*** ENTRIES SUPPLIED ***
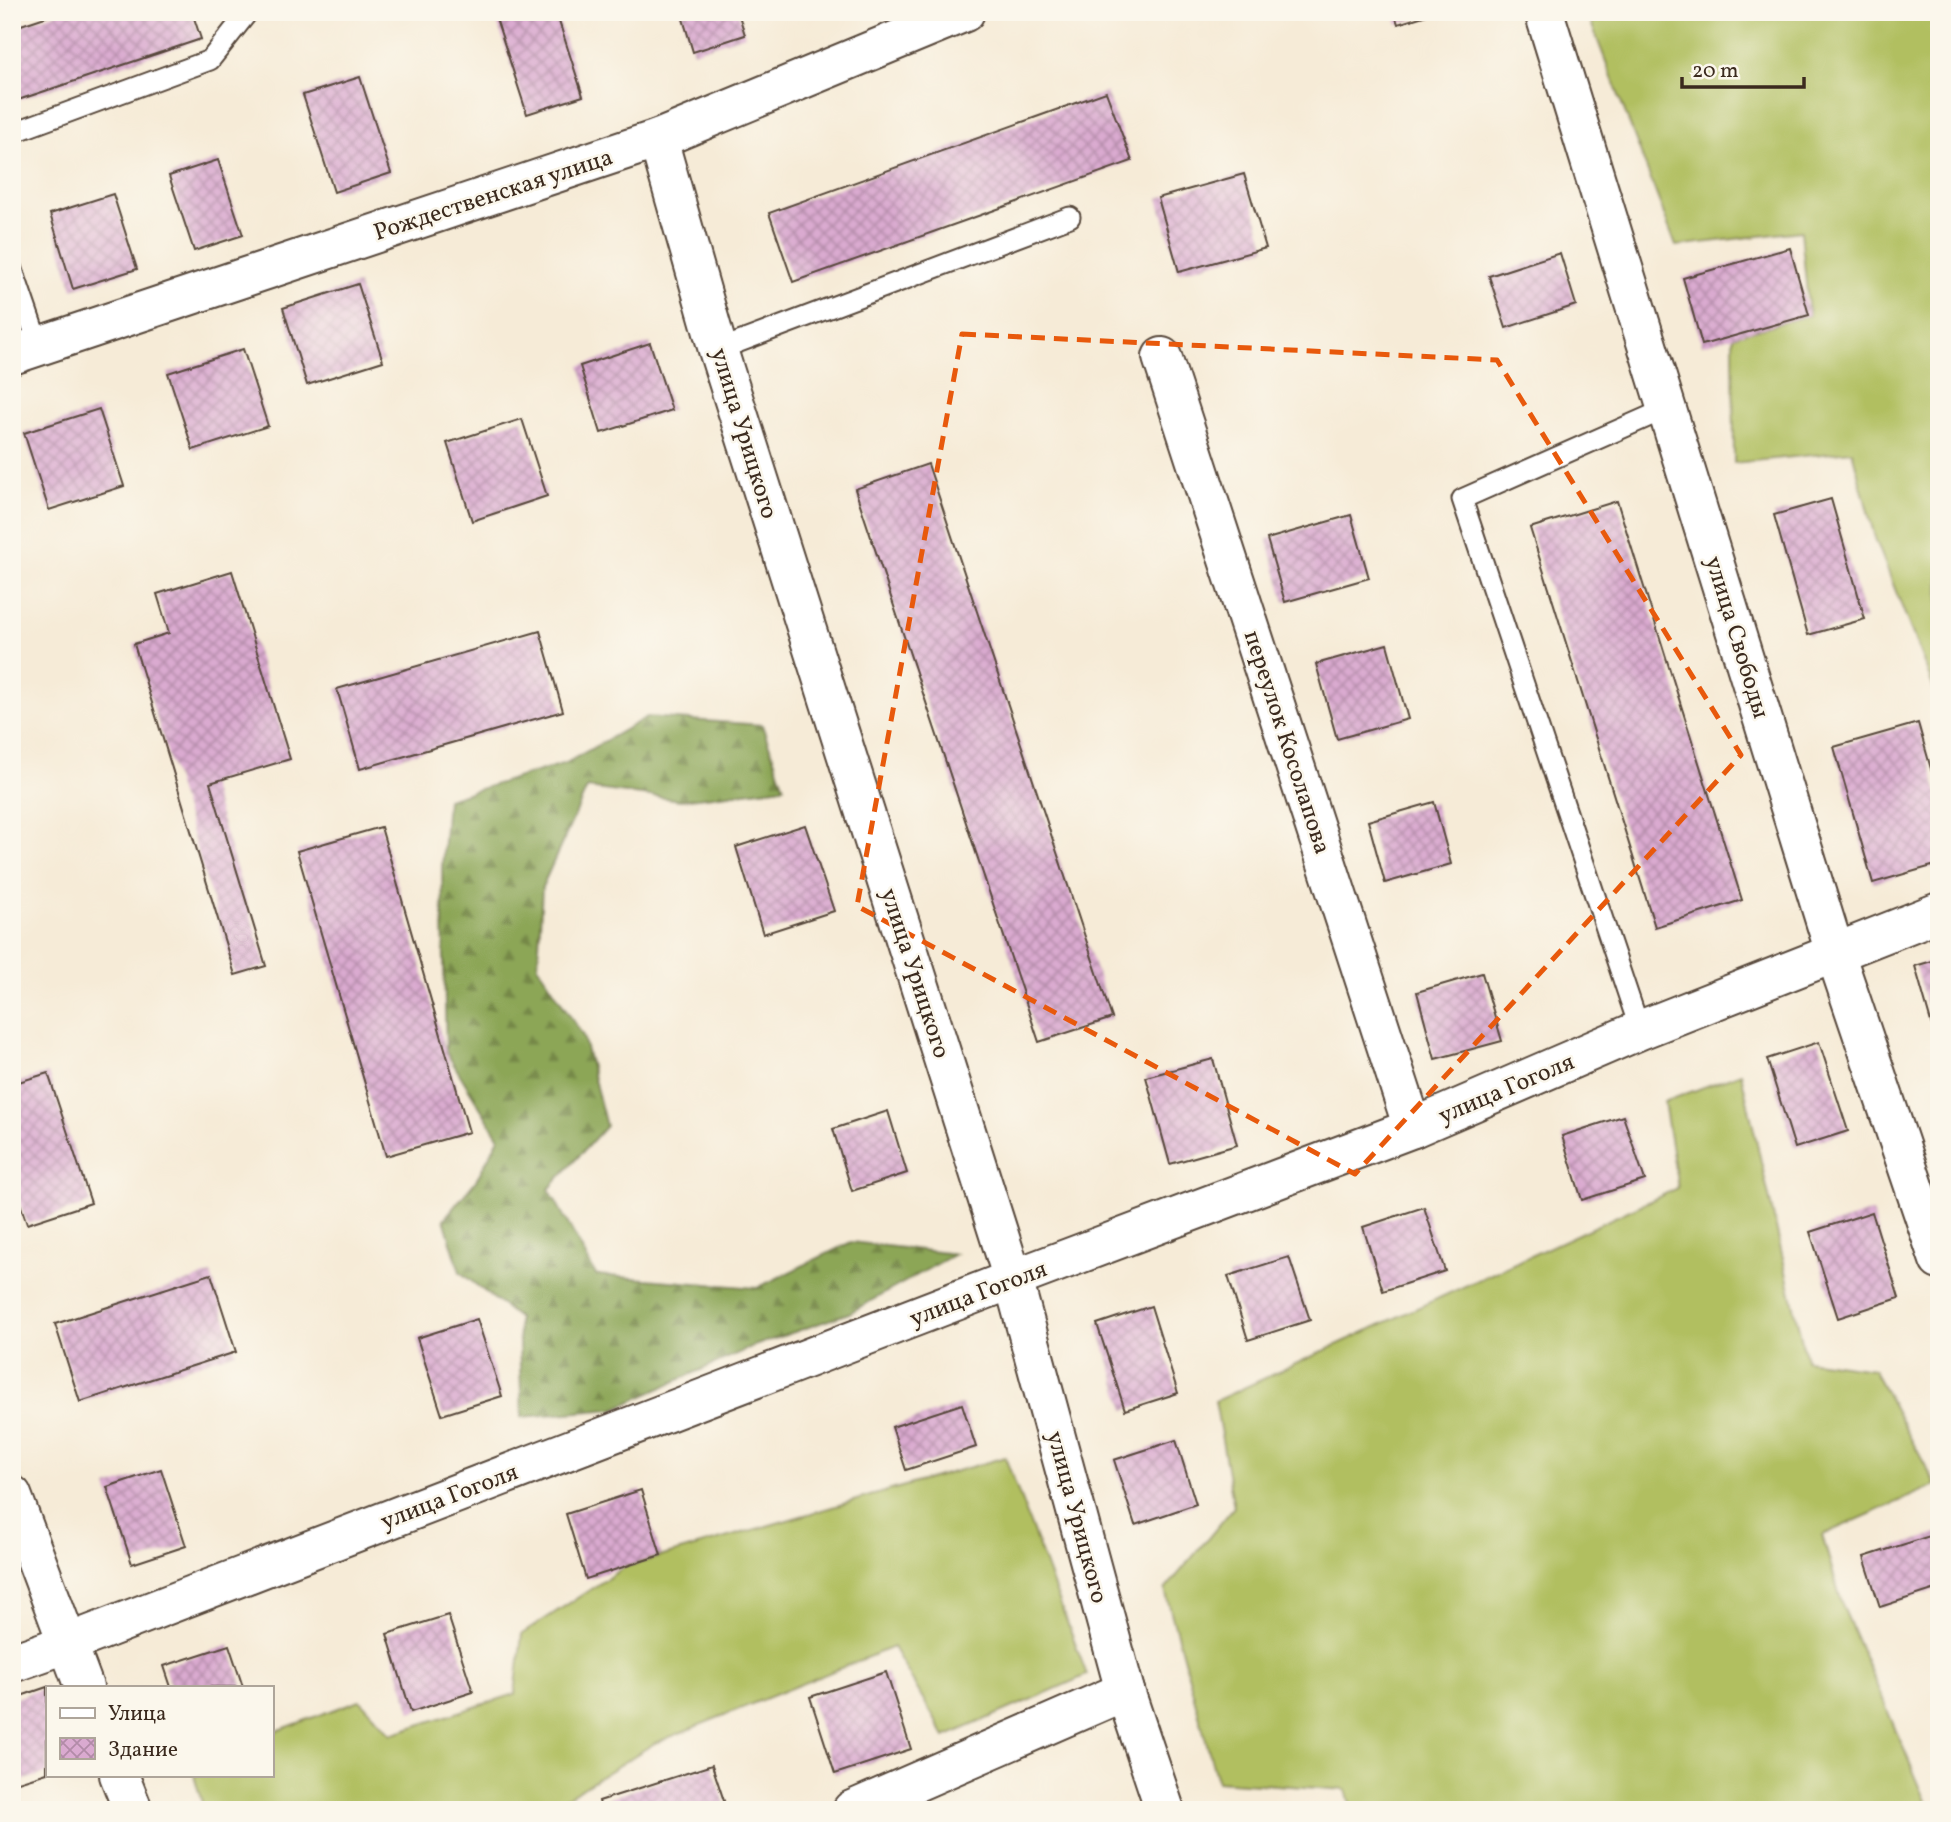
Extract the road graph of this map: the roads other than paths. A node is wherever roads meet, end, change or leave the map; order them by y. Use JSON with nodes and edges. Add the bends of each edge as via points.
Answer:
{"nodes":[{"id":1,"x":248,"y":12,"type":"edge"},
{"id":2,"x":965,"y":12,"type":"edge"},
{"id":3,"x":1544,"y":12,"type":"edge"},
{"id":4,"x":12,"y":133,"type":"edge"},
{"id":5,"x":658,"y":139,"type":"junction"},
{"id":6,"x":1070,"y":217,"type":"dead end"},
{"id":7,"x":12,"y":267,"type":"edge"},
{"id":8,"x":718,"y":350,"type":"junction"},
{"id":9,"x":26,"y":351,"type":"edge"},
{"id":10,"x":1162,"y":357,"type":"dead end"},
{"id":11,"x":1668,"y":408,"type":"junction"},
{"id":12,"x":1939,"y":912,"type":"edge"},
{"id":13,"x":1835,"y":953,"type":"junction"},
{"id":14,"x":1640,"y":1030,"type":"junction"},
{"id":15,"x":1413,"y":1128,"type":"junction"},
{"id":16,"x":1939,"y":1260,"type":"edge"},
{"id":17,"x":1013,"y":1279,"type":"junction"},
{"id":18,"x":12,"y":1495,"type":"edge"},
{"id":19,"x":66,"y":1644,"type":"junction"},
{"id":20,"x":12,"y":1662,"type":"edge"},
{"id":21,"x":84,"y":1686,"type":"edge"},
{"id":22,"x":1125,"y":1691,"type":"junction"},
{"id":23,"x":119,"y":1776,"type":"edge"},
{"id":24,"x":133,"y":1810,"type":"edge"},
{"id":25,"x":852,"y":1810,"type":"edge"},
{"id":26,"x":1165,"y":1810,"type":"edge"}],
"edges":[{"from":1,"to":4,"type":"lane","via":[[210,60]]},
{"from":2,"to":5,"type":"street","name":"Рождественская улица"},
{"from":3,"to":11,"type":"street","name":"улица Свободы"},
{"from":5,"to":8,"type":"street","name":"улица Урицкого"},
{"from":5,"to":9,"type":"street","name":"Рождественская улица"},
{"from":6,"to":8,"type":"lane"},
{"from":7,"to":9,"type":"lane"},
{"from":8,"to":17,"type":"street","name":"улица Урицкого"},
{"from":10,"to":15,"type":"street","name":"переулок Косолапова"},
{"from":11,"to":13,"type":"street","name":"улица Свободы"},
{"from":11,"to":14,"type":"lane","via":[[1462,499]]},
{"from":12,"to":13,"type":"street","name":"улица Гоголя"},
{"from":13,"to":14,"type":"street","name":"улица Гоголя"},
{"from":13,"to":16,"type":"street","name":"улица Свободы"},
{"from":14,"to":15,"type":"street","name":"улица Гоголя"},
{"from":15,"to":17,"type":"street","name":"улица Гоголя"},
{"from":17,"to":19,"type":"street","name":"улица Гоголя"},
{"from":17,"to":22,"type":"street","name":"улица Урицкого"},
{"from":18,"to":19,"type":"street"},
{"from":19,"to":20,"type":"street","name":"улица Гоголя"},
{"from":19,"to":21,"type":"street"},
{"from":22,"to":25,"type":"street"},
{"from":22,"to":26,"type":"street","name":"улица Урицкого"},
{"from":23,"to":24,"type":"street"}]}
***
Return each entry exactly as it stands above, apart from any images.

* ANSWER FOR THIS EXERCISE
Extract the road graph of this map: the roads other than paths. A node is wherever roads meet, end, change or leave the map; order them by y. Use JSON with nodes and edges. Add the bends of each edge as via points.
Answer:
{"nodes":[{"id":1,"x":248,"y":12,"type":"edge"},
{"id":2,"x":965,"y":12,"type":"edge"},
{"id":3,"x":1544,"y":12,"type":"edge"},
{"id":4,"x":12,"y":133,"type":"edge"},
{"id":5,"x":658,"y":139,"type":"junction"},
{"id":6,"x":1070,"y":217,"type":"dead end"},
{"id":7,"x":12,"y":267,"type":"edge"},
{"id":8,"x":718,"y":350,"type":"junction"},
{"id":9,"x":26,"y":351,"type":"edge"},
{"id":10,"x":1162,"y":357,"type":"dead end"},
{"id":11,"x":1668,"y":408,"type":"junction"},
{"id":12,"x":1939,"y":912,"type":"edge"},
{"id":13,"x":1835,"y":953,"type":"junction"},
{"id":14,"x":1640,"y":1030,"type":"junction"},
{"id":15,"x":1413,"y":1128,"type":"junction"},
{"id":16,"x":1939,"y":1260,"type":"edge"},
{"id":17,"x":1013,"y":1279,"type":"junction"},
{"id":18,"x":12,"y":1495,"type":"edge"},
{"id":19,"x":66,"y":1644,"type":"junction"},
{"id":20,"x":12,"y":1662,"type":"edge"},
{"id":21,"x":84,"y":1686,"type":"edge"},
{"id":22,"x":1125,"y":1691,"type":"junction"},
{"id":23,"x":119,"y":1776,"type":"edge"},
{"id":24,"x":133,"y":1810,"type":"edge"},
{"id":25,"x":852,"y":1810,"type":"edge"},
{"id":26,"x":1165,"y":1810,"type":"edge"}],
"edges":[{"from":1,"to":4,"type":"lane","via":[[210,60]]},
{"from":2,"to":5,"type":"street","name":"Рождественская улица"},
{"from":3,"to":11,"type":"street","name":"улица Свободы"},
{"from":5,"to":8,"type":"street","name":"улица Урицкого"},
{"from":5,"to":9,"type":"street","name":"Рождественская улица"},
{"from":6,"to":8,"type":"lane"},
{"from":7,"to":9,"type":"lane"},
{"from":8,"to":17,"type":"street","name":"улица Урицкого"},
{"from":10,"to":15,"type":"street","name":"переулок Косолапова"},
{"from":11,"to":13,"type":"street","name":"улица Свободы"},
{"from":11,"to":14,"type":"lane","via":[[1462,499]]},
{"from":12,"to":13,"type":"street","name":"улица Гоголя"},
{"from":13,"to":14,"type":"street","name":"улица Гоголя"},
{"from":13,"to":16,"type":"street","name":"улица Свободы"},
{"from":14,"to":15,"type":"street","name":"улица Гоголя"},
{"from":15,"to":17,"type":"street","name":"улица Гоголя"},
{"from":17,"to":19,"type":"street","name":"улица Гоголя"},
{"from":17,"to":22,"type":"street","name":"улица Урицкого"},
{"from":18,"to":19,"type":"street"},
{"from":19,"to":20,"type":"street","name":"улица Гоголя"},
{"from":19,"to":21,"type":"street"},
{"from":22,"to":25,"type":"street"},
{"from":22,"to":26,"type":"street","name":"улица Урицкого"},
{"from":23,"to":24,"type":"street"}]}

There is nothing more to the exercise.